A couple weeks ago I was challenged to estimate my annual spend on coffee. It’s obscene. Triple digits. Easy. And when you’re a 33 year old student, that’s proportionally quite significant.
I find various ways to justify it. Mostly, I tell myself it’s OK because I use cafes as an office. I might be able to get a desk on campus, but honestly, why would I sit alone in a dark airless room when for the cost of coffee and a bit of food I can sit in a beautifully designed, well lit oasis. Also, waitstaff are better at hiding the anxiety and desperation that PhD students make a living out of laying bare to anyone who passes within a 5 metre radius.
About two years ago, my husband, 6 month old and I moved house. Still the same neck of the woods, but far enough away that we had to adopt a new café within put-the-baby-to-sleep-in-the-pram walking distance. It was El Joyero, then, but we watched Chrissie and Ollie, Joe, Rin, Jane and the rest of the team turn it into something beautiful. It became Lowlands a year or so ago.
Theirs was an awkward beauty. If you were a casual visitor, you might have mistaken introversion for standoffishness. God knows, there are sufficient places in Melbourne’s north where the staff look down their noses at those of us without tattoos, dark rimmed glasses and an intimate knowledge of Rwandan single origin. But with repeated custom we came to realise that the melancholic Lowlands was an act of courage; that hospitality shook its fist at introversion and dared it to put up a fight against building a little community. And serving really, really good coffee.
We didn’t know their names at first, but as our baby boy grew, we would cringe as he referred to the barista as ‘man’ or ‘that man’ and quickly came to learn the staff by name. We taught him that these people who made coffee for us were real people and they, in turn, welcomed him; accommodating the occasional temper tantrum, forgiving his slowness to learn the difference between an inside voice and an outside voice, delighting when he would point at them excitedly informing them of their own names.
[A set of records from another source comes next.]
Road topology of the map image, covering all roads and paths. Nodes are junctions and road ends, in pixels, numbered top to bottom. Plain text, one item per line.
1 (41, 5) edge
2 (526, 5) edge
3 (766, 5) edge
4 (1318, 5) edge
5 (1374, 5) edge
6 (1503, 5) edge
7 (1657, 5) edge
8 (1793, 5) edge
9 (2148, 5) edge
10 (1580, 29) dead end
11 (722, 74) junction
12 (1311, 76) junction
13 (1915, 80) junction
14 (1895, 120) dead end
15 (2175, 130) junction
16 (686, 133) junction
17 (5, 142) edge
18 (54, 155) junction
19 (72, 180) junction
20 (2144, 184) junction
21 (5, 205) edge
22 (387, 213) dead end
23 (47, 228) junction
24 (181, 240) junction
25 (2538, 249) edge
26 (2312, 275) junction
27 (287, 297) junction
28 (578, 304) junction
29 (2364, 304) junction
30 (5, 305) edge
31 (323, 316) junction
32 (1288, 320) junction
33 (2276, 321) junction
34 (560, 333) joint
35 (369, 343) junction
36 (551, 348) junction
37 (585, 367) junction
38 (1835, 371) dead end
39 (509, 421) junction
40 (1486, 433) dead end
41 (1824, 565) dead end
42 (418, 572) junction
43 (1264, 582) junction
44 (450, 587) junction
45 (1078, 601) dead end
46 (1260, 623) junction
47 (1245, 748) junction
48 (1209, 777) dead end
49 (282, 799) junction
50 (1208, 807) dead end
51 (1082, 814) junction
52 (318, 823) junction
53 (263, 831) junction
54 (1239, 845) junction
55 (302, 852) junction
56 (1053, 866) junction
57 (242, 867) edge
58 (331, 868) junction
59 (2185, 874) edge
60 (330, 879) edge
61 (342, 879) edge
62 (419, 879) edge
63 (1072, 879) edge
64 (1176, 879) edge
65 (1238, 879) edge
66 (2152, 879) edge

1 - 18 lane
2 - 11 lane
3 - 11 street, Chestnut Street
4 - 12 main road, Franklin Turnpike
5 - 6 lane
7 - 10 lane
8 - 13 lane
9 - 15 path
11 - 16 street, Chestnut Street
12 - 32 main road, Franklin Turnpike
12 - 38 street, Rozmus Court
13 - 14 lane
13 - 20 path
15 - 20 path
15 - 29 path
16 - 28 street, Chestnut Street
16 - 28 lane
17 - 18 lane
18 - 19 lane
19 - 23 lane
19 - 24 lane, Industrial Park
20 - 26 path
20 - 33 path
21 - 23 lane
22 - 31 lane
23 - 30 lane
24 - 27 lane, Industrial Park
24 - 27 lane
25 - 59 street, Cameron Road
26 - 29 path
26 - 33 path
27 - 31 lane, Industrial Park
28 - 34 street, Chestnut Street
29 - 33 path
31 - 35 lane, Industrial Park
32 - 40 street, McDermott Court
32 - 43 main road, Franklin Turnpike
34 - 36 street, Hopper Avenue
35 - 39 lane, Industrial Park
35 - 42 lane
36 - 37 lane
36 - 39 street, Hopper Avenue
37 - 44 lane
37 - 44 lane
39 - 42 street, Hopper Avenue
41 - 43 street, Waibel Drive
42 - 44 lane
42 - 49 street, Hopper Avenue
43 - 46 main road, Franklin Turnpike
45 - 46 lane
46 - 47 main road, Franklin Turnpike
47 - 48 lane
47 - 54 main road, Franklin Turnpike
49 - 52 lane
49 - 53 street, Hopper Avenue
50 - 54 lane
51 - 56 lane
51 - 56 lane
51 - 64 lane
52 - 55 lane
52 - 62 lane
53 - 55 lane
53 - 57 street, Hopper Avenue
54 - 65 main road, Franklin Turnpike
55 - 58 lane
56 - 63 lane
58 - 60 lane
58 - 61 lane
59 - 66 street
We haven’t really had to explain death to Benjamin yet*, but the prospect of explaining the imminent closure of Lowlands feels like having to explain a death. Here are people that he’s loved and who have loved him who won’t be part of his daily experience anymore. I know that it was their job to serve us. Lowlands was a business, not a person. And yet…
It is not strange for people in other parts of the world to be friends in spite of – or even because of – a relationship in which they exchange money for goods and services. But it is in Australia. Check out my friend John’s PhD on tipping if you want some evidence. And as we talk to the staff at Lowlands about the fact they have to close because of the rising cost of rent, I don’t really know how to reach out across the barrier of exchange to provide comfort or love, or to give any other kind of gift than cash.
Yesterday, I spoke to Chrissie for the first time since the sign announcing their closure had been placed in the window.
She couldn’t take my money. The tears took over and she abandoned the cash register to Jane. We are not friends that she and I could cry together. I regret that there was no comfort I could offer. That all I had was my custom. That when this little oasis disappears as though it were a mirage we will no longer share the snippets of life and mothering that accompanied those other more economic exchanges.
I have loved Lowlands for much more than the coffee, or the food, or the hipster decorating – for more even than the functions it served as office, counsellors’ rooms, or performance entertainment for a small child. I have loved Lowlands because I always knew Chrissie had those tears within her.
*The exception being an ill-advised home screening of The Lion King. All I could remember were singing animals. Do not, I repeat, do not trust your own childhood memory; we all sat on the couch weeping as Ben held out his hands to the TV pleading “Daddy lion come back…!!”